In attesa della (buona) politica

Considerata sotto il profilo economico, l’attuale situazione del cinema italiano fa temere che nel prossimo futuro possano verificarsi ulteriori peggioramenti. Nel formulare questa affermazione, mi baso sui dati statistici disponibili alla fine di febbraio, che a mio avviso legittimano un’interpretazione pessimistica, un pronostico negativo. Già il confronto tra il 2011 e il 2010, anno, quest’ultimo, in cui l’economia cinematografica nazionale fece registrare risultati soddisfacenti, spingendo però non pochi esponenti dell’industria filmica, i quali scambiarono alcuni aspetti congiunturali per stabilizzazioni strutturali, a valutazioni infondatamente ottimistiche, già questo confronto, dicevo, evidenzia che quegli esiti favorevoli, troppo frettolosamente esaltati, avrebbero potuto rivelarsi alla fin fine come le classiche tre rondini che non fanno primavera. E infatti, prendendo in rapido esame i dati statistici (fonte Agis-Cinetel, quindi rilevati su circa il 90% dei locali cinematografici) relativi ai due precedenti anni e al primo bimestre di quello corrente, si può riscontrare un andamento che va, o quanto meno sembra andare, in direzione del peggio. Ma lasciamo parlare le cifre, qui tutte arrotondate.

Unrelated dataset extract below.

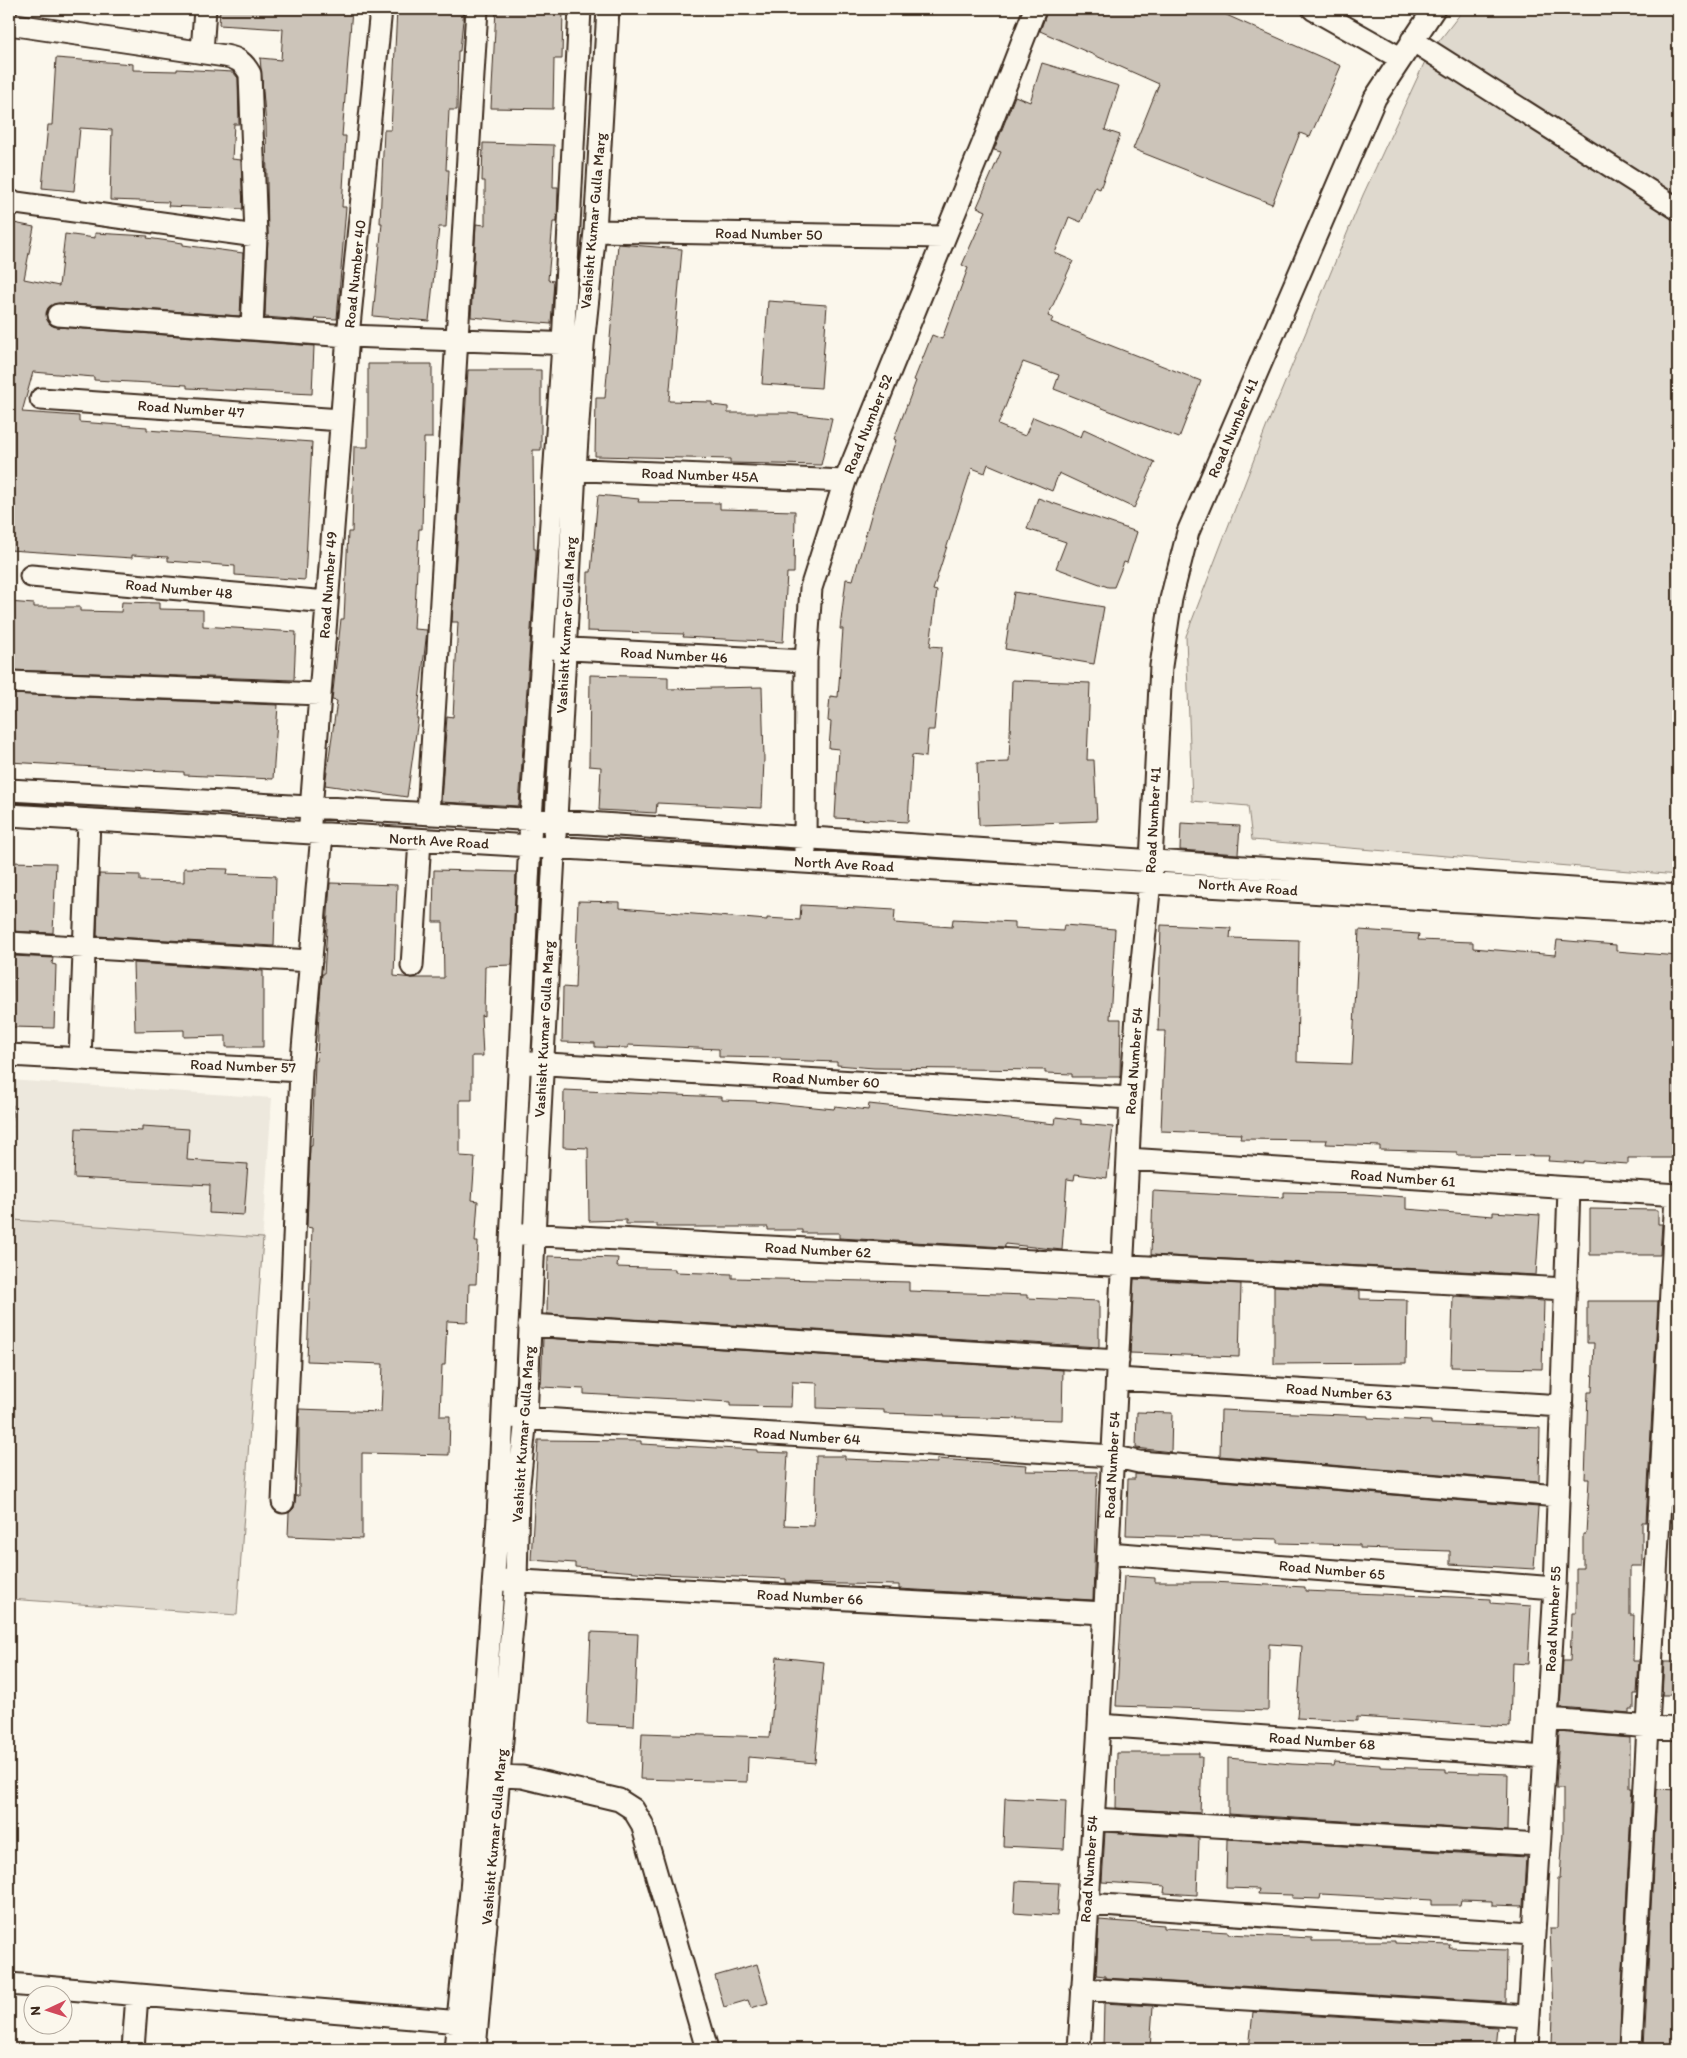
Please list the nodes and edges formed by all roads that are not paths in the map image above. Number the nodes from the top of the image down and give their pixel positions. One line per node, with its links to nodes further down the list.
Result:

Nel 2010, nelle nostre sale cinematografiche gli spettatori furono 120 milioni con un incasso complessivo (nei locali censiti da Cinetel) di 735 milioni di euro; nel 2011, gli spettatori sono scesi a 111 milioni, con un incasso complessivo (ancora con riferimento a Cinetel) di 662 milioni: nello scorso anno, dunque, il consumo cinematografico è calato di oltre l’8%. In compenso, nello stesso periodo, è migliorata la quota di mercato interno occupata dai film nazionali, passando dal 29% del 2010 al 38% del 2011, ponendo così rimedio, ma solo per il comparto della produzione filmica nazionale, alla diminuzione del totale degli incassi. Del tutto negativo, invece, risulta l’andamento economico della nostra cinematografia nel primi due mesi del 2012 rispetto all’analogo periodo del 2011: a gennaio 31% in meno dei biglietti venduti al botteghino e a febbraio un altro calo del 19%: nell’insieme una perdita notevole, cui si accompagna una marcata flessione della competitività dei prodotti nazionali, la cui quota di mercato si è fermata al 31% nel primo bimestre 2012 rispetto al 51% registrato nell’analogo periodo dell’anno precedente. Questi dati appaiono ancor più preoccupanti se si tiene presente che l’attuale tendenza, contemporaneamente svantaggiosa e per gli esercenti e per i produttori, aveva già cominciato a manifestarsi nel mese di dicembre, riguardando dunque l’intero trimestre invernale, in cui da sempre si determina una massiccia concentrazione delle frequenze cinematografiche. I dati negativi appena segnalati trovano qualche spiegazione in fattori – appunto congiunturali: ad esempio, nell’attuale stagione non c’è stato sinora, e molto probabilmente non ci sarà, un film di eccezionale successo come era accaduto nel 2010 con l’hollywoodiano Avatar e nel 2011 con l’italiano Che bella giornata – del tutto interni al settore cinematografico, o in cause extracinematografiche, come la grave crisi economico-finanziaria che ha comportato una forte contrazione di (quasi) tutti i consumi.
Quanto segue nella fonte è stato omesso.